**Exercise objective**
Go through the material below, count the lines with the word "change", and reply with the count alone.

** Raw data follows **

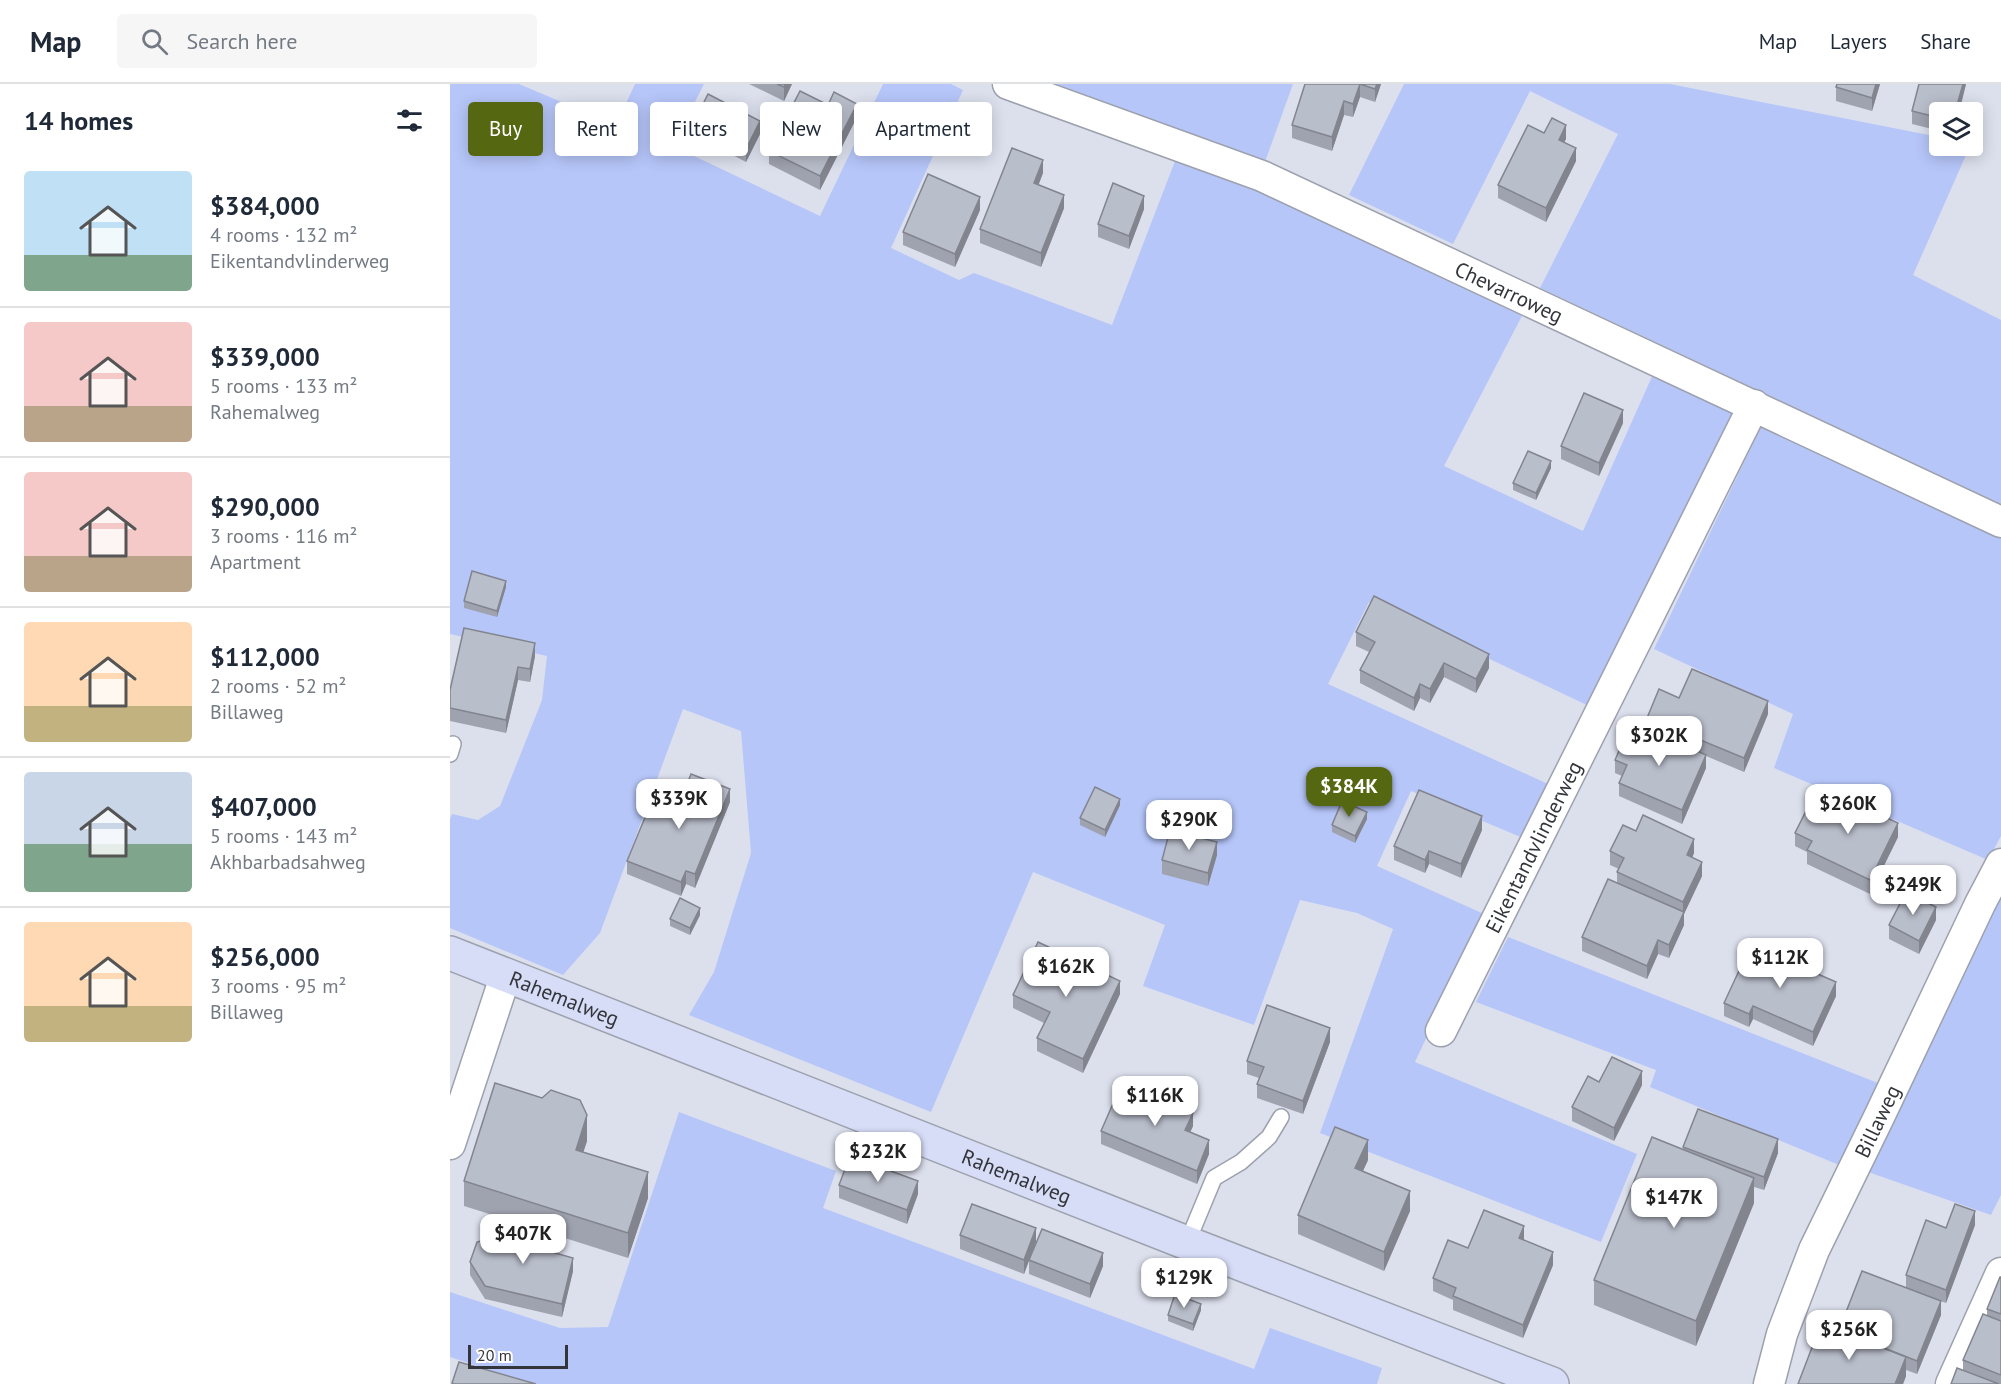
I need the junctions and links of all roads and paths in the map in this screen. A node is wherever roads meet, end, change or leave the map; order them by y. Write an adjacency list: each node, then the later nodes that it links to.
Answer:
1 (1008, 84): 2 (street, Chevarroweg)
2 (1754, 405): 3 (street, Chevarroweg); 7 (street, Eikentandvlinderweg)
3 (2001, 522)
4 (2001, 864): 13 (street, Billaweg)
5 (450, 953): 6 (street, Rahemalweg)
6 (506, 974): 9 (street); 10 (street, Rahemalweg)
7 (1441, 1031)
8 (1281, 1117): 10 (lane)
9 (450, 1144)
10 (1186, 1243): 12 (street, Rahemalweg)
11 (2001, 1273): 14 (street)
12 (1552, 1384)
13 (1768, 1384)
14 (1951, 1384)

** End of Raw data **
** Raw data follows **

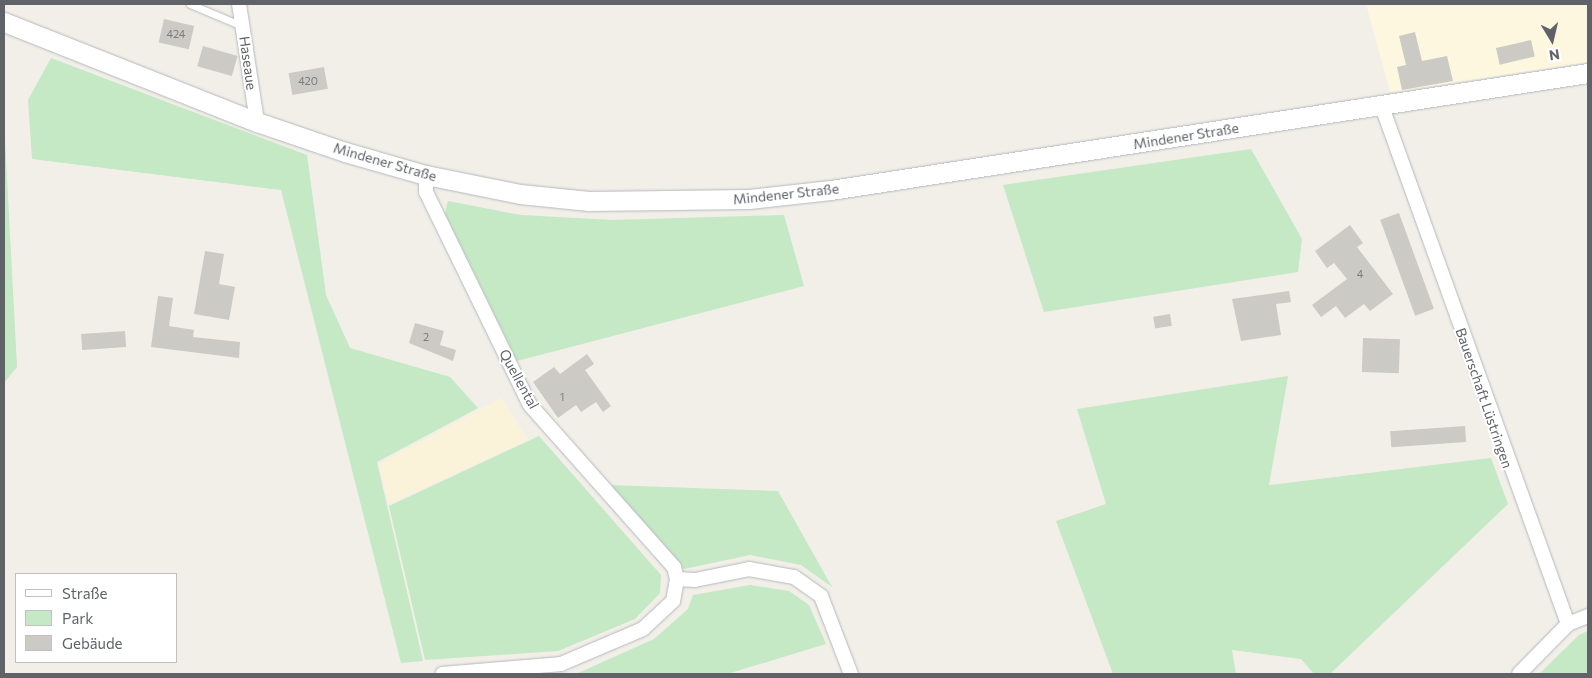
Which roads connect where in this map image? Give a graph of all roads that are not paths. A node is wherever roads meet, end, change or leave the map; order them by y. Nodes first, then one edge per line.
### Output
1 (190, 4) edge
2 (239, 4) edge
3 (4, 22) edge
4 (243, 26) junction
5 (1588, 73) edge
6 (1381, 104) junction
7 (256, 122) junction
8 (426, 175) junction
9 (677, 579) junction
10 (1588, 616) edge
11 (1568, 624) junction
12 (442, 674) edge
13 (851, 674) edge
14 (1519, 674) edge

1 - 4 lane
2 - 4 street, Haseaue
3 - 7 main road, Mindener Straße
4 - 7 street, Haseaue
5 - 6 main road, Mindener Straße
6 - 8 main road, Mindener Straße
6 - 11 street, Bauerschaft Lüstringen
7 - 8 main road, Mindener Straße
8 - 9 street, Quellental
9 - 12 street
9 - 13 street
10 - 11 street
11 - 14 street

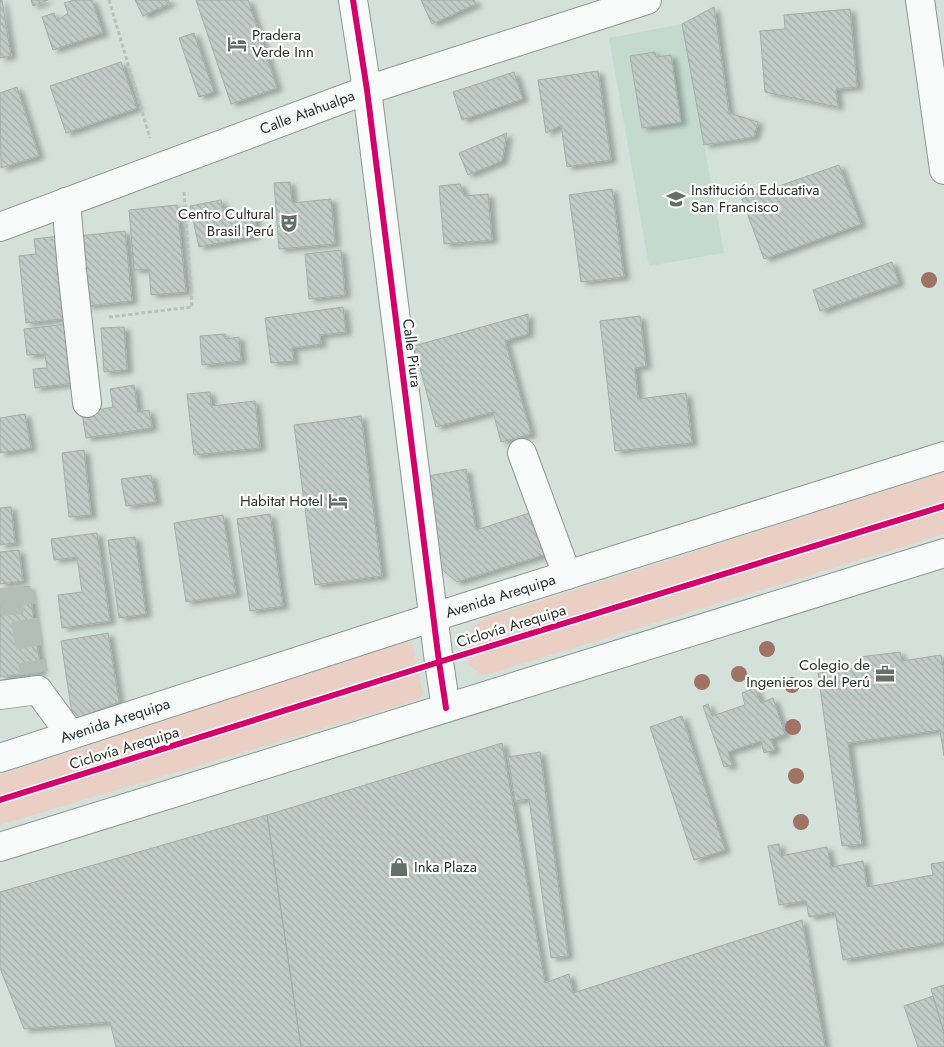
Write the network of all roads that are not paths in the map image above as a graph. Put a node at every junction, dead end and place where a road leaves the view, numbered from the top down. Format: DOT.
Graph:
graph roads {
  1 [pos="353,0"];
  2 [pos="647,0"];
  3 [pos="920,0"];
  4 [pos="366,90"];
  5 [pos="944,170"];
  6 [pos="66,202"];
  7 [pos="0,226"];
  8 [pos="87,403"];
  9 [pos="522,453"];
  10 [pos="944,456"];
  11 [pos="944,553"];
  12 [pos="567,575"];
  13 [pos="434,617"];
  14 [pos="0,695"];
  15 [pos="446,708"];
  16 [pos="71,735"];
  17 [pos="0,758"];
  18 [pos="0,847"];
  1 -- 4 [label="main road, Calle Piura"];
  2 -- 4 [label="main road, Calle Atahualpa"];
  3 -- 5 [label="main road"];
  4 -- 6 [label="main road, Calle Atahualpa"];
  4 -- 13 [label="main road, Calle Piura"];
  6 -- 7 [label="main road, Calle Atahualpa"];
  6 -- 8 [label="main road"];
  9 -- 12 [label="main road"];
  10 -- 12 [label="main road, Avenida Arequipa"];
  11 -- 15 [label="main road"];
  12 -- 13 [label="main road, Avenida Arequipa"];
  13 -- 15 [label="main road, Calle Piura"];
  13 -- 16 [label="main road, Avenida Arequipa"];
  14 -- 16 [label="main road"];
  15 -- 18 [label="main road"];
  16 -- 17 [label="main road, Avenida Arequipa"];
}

** End of Raw data **

**Task answer**
2